Olympic Champion, Road Race

Nicole Cooke - gold medallist at the Beijing Olympics 

(August 2008)



Photo - Rob Jones, Canadian Cyclist.com

Following on from the Olympic Games a number of medal winning and top riders took time out to chat to WCN. First of these was Britain’s Nicole Cooke Olympic Road Race Champion Beijing 2008 who, four days after her win, was still extremely excited and the reality of the last years achievements had not really sunk in.

 Cooke realized her lifelong dream to win the Olympic road Gold medal that started when she was very young. Cooke was asked how she was feeling: "It's a dream come true", was Nicole's reaction, "It's fantastic I really can't take it all in. When I came over the line I was just so happy, so many emotions were coming out that I probably wasn't composed enough to take my hands off the bars and do a salute. I made so much noise because that is the person I am."  

Cooke spoke in recognition of the efforts of the team. “We did it,"  she said. "It was perfect. It's a dream come true. I want to thank all the people who've been there from the start. I've worked so hard. I am so happy. I owe a lot to Emma [Pooley] and Sharon [Laws] because they did such a great job putting everybody under pressure and allowing me to ride my race” said Cooke

"When the group got away I was just hoping that the other four in would work together, and I knew if we did I had a great chance, but you can't take anything for granted so I had to stay calm and work hard. When I crossed the line I really could hardly believe it. It's the result of a lot of hard work over the years by so many people, not just me, so I'd like to thank them all. I'm so glad to have repaid such great support." 

Cooke was asked is she had any doubts given the awful conditions during the race that she could win. “I had looked at the weather reports in the run up to the race and they had forecast thunder storms so we were prepared. We knew that it would be tough for everyone, we had to be cautious but when Emma [Pooley] attacked it enable us to me more defensive and not force the pace.”  

Cooke was also asked why she had chosen to wear a skinsuit , more usually seen in time trials, for the road race, she responded "I have done this on a number of occasions in the past for big races and it seems to work for me. I feel more comfortable on the bike and it is tried and tested so it made sense to do this for the Olympic race"

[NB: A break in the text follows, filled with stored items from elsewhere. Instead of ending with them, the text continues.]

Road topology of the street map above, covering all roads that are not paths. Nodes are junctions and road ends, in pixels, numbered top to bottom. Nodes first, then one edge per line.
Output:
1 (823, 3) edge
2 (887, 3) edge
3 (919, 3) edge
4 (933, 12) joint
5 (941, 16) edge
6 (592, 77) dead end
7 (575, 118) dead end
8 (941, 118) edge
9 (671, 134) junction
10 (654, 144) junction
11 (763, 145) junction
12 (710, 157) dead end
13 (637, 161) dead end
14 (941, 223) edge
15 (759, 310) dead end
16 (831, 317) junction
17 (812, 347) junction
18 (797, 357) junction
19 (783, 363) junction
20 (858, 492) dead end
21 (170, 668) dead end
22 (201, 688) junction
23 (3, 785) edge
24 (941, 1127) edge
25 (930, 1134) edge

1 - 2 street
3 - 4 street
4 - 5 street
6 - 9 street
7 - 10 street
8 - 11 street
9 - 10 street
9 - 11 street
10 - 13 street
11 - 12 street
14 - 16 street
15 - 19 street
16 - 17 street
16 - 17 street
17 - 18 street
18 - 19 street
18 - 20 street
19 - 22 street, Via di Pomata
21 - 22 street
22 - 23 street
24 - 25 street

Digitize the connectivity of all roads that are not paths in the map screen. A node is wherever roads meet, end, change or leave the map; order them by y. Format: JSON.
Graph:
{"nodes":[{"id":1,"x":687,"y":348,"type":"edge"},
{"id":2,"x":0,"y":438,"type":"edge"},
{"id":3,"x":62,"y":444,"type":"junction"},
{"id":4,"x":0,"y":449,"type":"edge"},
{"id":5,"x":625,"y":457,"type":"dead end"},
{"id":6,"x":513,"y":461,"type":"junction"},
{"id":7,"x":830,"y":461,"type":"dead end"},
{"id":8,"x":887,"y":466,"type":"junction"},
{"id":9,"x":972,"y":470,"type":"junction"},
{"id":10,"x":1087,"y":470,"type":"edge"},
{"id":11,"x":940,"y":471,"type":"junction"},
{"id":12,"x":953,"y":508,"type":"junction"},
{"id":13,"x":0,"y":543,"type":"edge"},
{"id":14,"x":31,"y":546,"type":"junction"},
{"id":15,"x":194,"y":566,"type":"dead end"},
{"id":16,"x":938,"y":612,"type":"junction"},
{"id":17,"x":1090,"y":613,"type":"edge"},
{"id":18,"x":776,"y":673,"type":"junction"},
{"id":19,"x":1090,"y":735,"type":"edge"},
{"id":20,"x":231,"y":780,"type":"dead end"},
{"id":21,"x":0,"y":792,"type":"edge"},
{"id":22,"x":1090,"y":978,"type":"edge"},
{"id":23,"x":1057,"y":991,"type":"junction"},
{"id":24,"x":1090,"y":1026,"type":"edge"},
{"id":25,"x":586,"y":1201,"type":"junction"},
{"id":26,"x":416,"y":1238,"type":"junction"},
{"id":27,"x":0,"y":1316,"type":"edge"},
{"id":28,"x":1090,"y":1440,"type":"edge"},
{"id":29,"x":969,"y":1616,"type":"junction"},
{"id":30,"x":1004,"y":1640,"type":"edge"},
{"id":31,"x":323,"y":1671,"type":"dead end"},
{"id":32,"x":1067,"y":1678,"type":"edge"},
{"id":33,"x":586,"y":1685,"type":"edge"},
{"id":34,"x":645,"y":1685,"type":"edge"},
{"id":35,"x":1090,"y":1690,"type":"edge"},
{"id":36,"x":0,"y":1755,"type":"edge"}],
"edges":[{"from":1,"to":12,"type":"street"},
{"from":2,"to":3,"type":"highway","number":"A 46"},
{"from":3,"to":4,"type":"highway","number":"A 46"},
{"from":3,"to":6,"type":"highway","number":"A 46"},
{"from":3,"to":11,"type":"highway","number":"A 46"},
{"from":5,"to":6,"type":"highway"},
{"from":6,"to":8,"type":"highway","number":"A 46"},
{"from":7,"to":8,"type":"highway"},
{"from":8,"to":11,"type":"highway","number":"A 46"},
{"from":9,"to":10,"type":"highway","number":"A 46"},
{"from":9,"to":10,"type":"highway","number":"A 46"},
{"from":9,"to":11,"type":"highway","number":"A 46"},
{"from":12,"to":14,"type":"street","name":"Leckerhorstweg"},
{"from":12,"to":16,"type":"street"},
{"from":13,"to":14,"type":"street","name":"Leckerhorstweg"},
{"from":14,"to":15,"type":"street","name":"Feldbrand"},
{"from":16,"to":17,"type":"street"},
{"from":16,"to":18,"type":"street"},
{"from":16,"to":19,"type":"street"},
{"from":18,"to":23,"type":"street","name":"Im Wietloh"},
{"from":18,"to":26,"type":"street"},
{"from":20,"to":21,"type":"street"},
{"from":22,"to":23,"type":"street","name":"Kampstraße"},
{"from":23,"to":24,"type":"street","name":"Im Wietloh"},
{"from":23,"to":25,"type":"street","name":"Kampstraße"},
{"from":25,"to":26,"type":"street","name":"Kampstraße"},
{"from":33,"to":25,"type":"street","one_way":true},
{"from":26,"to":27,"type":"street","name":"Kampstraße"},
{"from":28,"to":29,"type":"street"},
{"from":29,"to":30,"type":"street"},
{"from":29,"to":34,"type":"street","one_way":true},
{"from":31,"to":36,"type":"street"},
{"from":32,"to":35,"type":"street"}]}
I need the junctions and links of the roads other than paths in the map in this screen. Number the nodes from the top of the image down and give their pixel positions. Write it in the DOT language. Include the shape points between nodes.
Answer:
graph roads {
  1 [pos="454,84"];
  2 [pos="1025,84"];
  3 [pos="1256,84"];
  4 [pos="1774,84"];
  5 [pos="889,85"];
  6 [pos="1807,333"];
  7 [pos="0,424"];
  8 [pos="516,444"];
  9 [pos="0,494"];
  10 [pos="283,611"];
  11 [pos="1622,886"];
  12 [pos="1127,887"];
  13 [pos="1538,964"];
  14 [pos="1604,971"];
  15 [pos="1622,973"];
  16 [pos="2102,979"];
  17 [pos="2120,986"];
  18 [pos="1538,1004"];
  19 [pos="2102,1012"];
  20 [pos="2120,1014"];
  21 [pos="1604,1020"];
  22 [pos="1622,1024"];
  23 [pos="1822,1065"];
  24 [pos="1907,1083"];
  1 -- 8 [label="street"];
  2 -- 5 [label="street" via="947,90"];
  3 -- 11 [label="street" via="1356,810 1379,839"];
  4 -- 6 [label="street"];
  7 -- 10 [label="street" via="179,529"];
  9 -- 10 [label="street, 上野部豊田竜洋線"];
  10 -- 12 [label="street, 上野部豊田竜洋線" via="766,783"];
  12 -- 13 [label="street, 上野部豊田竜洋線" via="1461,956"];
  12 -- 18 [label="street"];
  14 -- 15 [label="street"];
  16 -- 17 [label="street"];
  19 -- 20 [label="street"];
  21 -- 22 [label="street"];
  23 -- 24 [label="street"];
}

There were a number of reports regarding the fact that Cooke lost contact off the back of the break group in the final 500m. They have varied from mechanical, to planned line through the corner, to crash, can you set the record straight?

“This was a planned route to ensure I hit the final approach safely in the conditions. I was under orders to make sure I did not take any risks. Three kilometres from the finish, Julian [Wynn, British Team Manager] gave me instruction to hold back, and stay out of trouble.” The instruction was apparently due to a nervousness that the lightweight tyres that Cooke was using on the wet road could slide out on that final bend. There was also the chance that one of the other women might tumble and take Cooke down with her.

“It’s just still so exciting,” she said as she chatted. “The race went so well Emma [Pooley] and Sharon [Laws] helped me get there.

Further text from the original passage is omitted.